“Suddenly I woke up strapped to a chair.”

This is the type of opening sentence that makes you want to find out more.  And that’s what you’ll first read in Andrew Klavan’s recent young adult fiction debut, The Last Thing I Remember (Thomas Nelson). 

After that curious introduction, protagonist and average high-school kid Charlie West then reveals that he went to bed the night before, after a typical teenager’s evening:  working on a history paper while instant-messaging with a buddy, while watching an old episode of Star Trek, while listening to music on an iPod.

Next thing he knows, Charlie’s awake and using everything he’s got to save his life (his wits, his faith, his karate skills), to try to figure why certain people want him dead and to learn what has happened to him—and not just overnight, but during what he soon learns has been an entire year of his life that he cannot remember. 

Although I’m not in the YA target audience anymore, this intriguing premise of the first book in The Homelanders series still worked for me and I finished reading the fast-paced book in record time. 

No stranger to the thriller genre, Klavan’s an international best-selling and Edgar Award-winning author who’s been writing novels for adults for years.  His most recent novel, Empire of Lies (2008) reached number one on the Amazon.com thriller list.  He’s also written several successful screenplays, as well as adapted his own best-selling books—Don’t Say a Word and True Crime—for the big screen.

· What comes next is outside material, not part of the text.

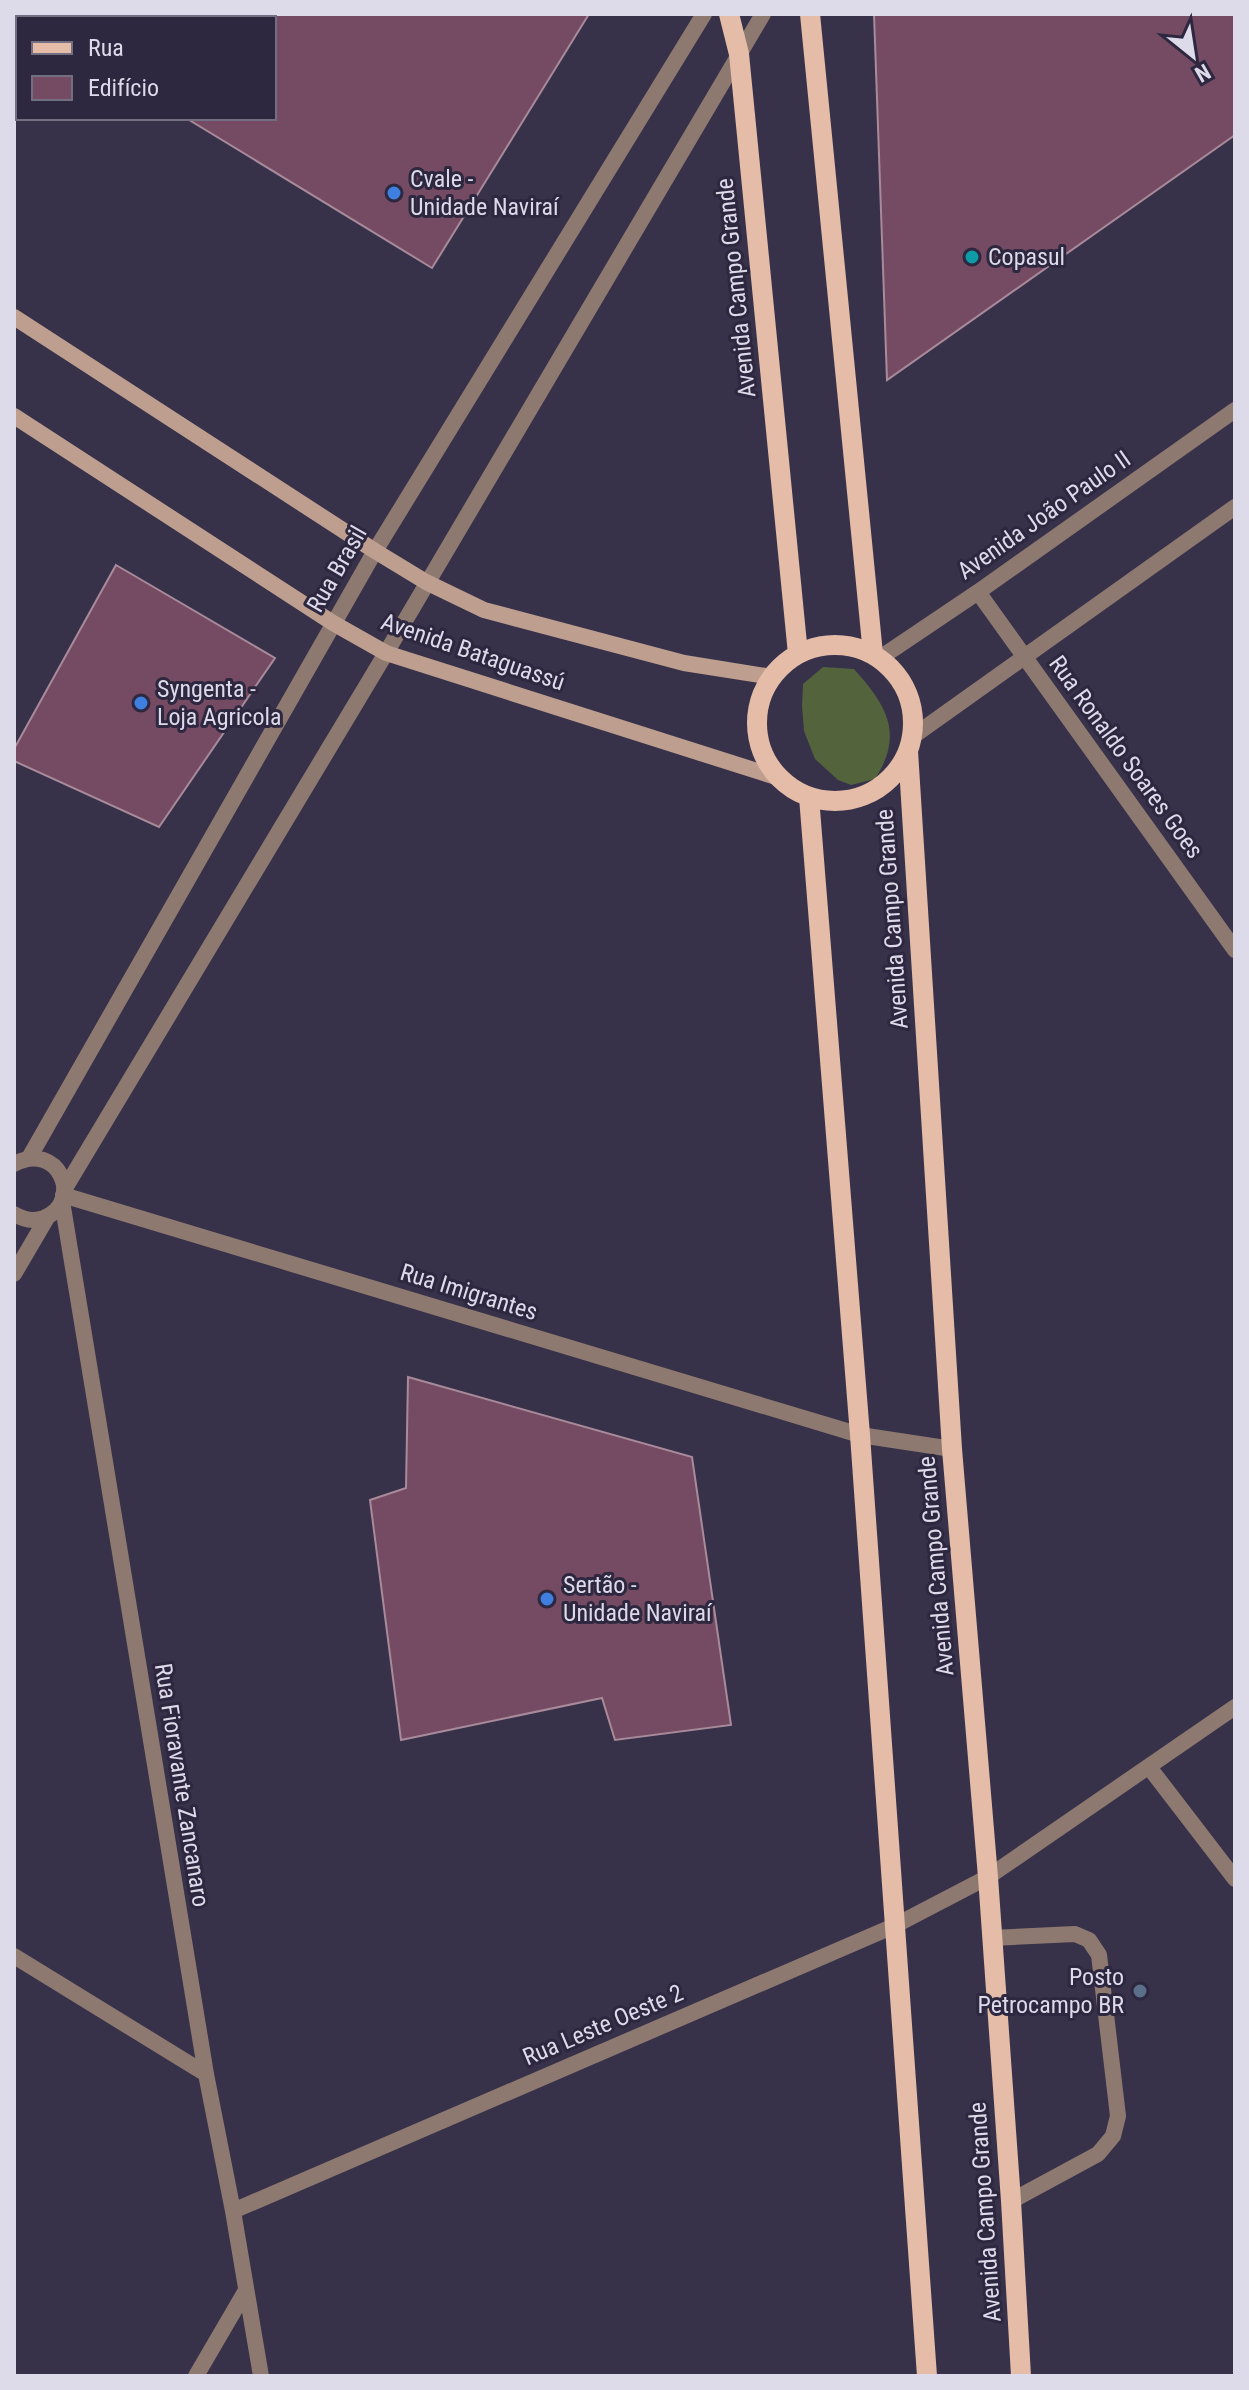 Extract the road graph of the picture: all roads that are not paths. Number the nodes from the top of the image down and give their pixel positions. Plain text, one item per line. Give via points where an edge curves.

Klavan is a contributing editor to the Manhattan Institute think tank’s City Journal, and his 2008 Wall Street Journal op-ed that compared Batman of The Dark Knight to president George W. Bush became an Internet sensation (even earning him a letter of thanks from the president).  Other media appearances have included guest spots on Glenn Beck’s Fox and Friends and “The Mike Gallagher Show” on the Salem Radio Network.

I talked with Klavan recently and asked him how a best-selling novelist for adult thrillers switches gears to write for a younger audience. …

You’ve had success writing thrillers for adults, so why now turn to writing for young adults?

I had a chance to write for young adults long ago, for a screenplay.  And I just loved it.  It was always buried in my heart that I wanted to come back and do that again.  I think over the years that I’ve become pretty good at what I do, which is telling fast-moving stories that have rich meaning in them.  And it seems to me that that is a perfect fit for young people.  I hear this from teachers a lot that they can’t get especially young boys to read.  And I so I ask them, “What are you giving them?  Because if you’re giving them Sally Has a Unicorn, they’re not going to like it.”  So I thought I could really do something about that.  I thought if I could tell the kind of story that if a kid had my book in one hand and an Xbox in the other that he’d take a look at the first line in my book and say, “Gee, maybe I’ll go with the book.”  I know what that’s like.  I love Xbox, too, and how exciting they are.  But reading is special.  It’s probably my favorite form of entertainment.  And so I just thought I could bring that to that age level.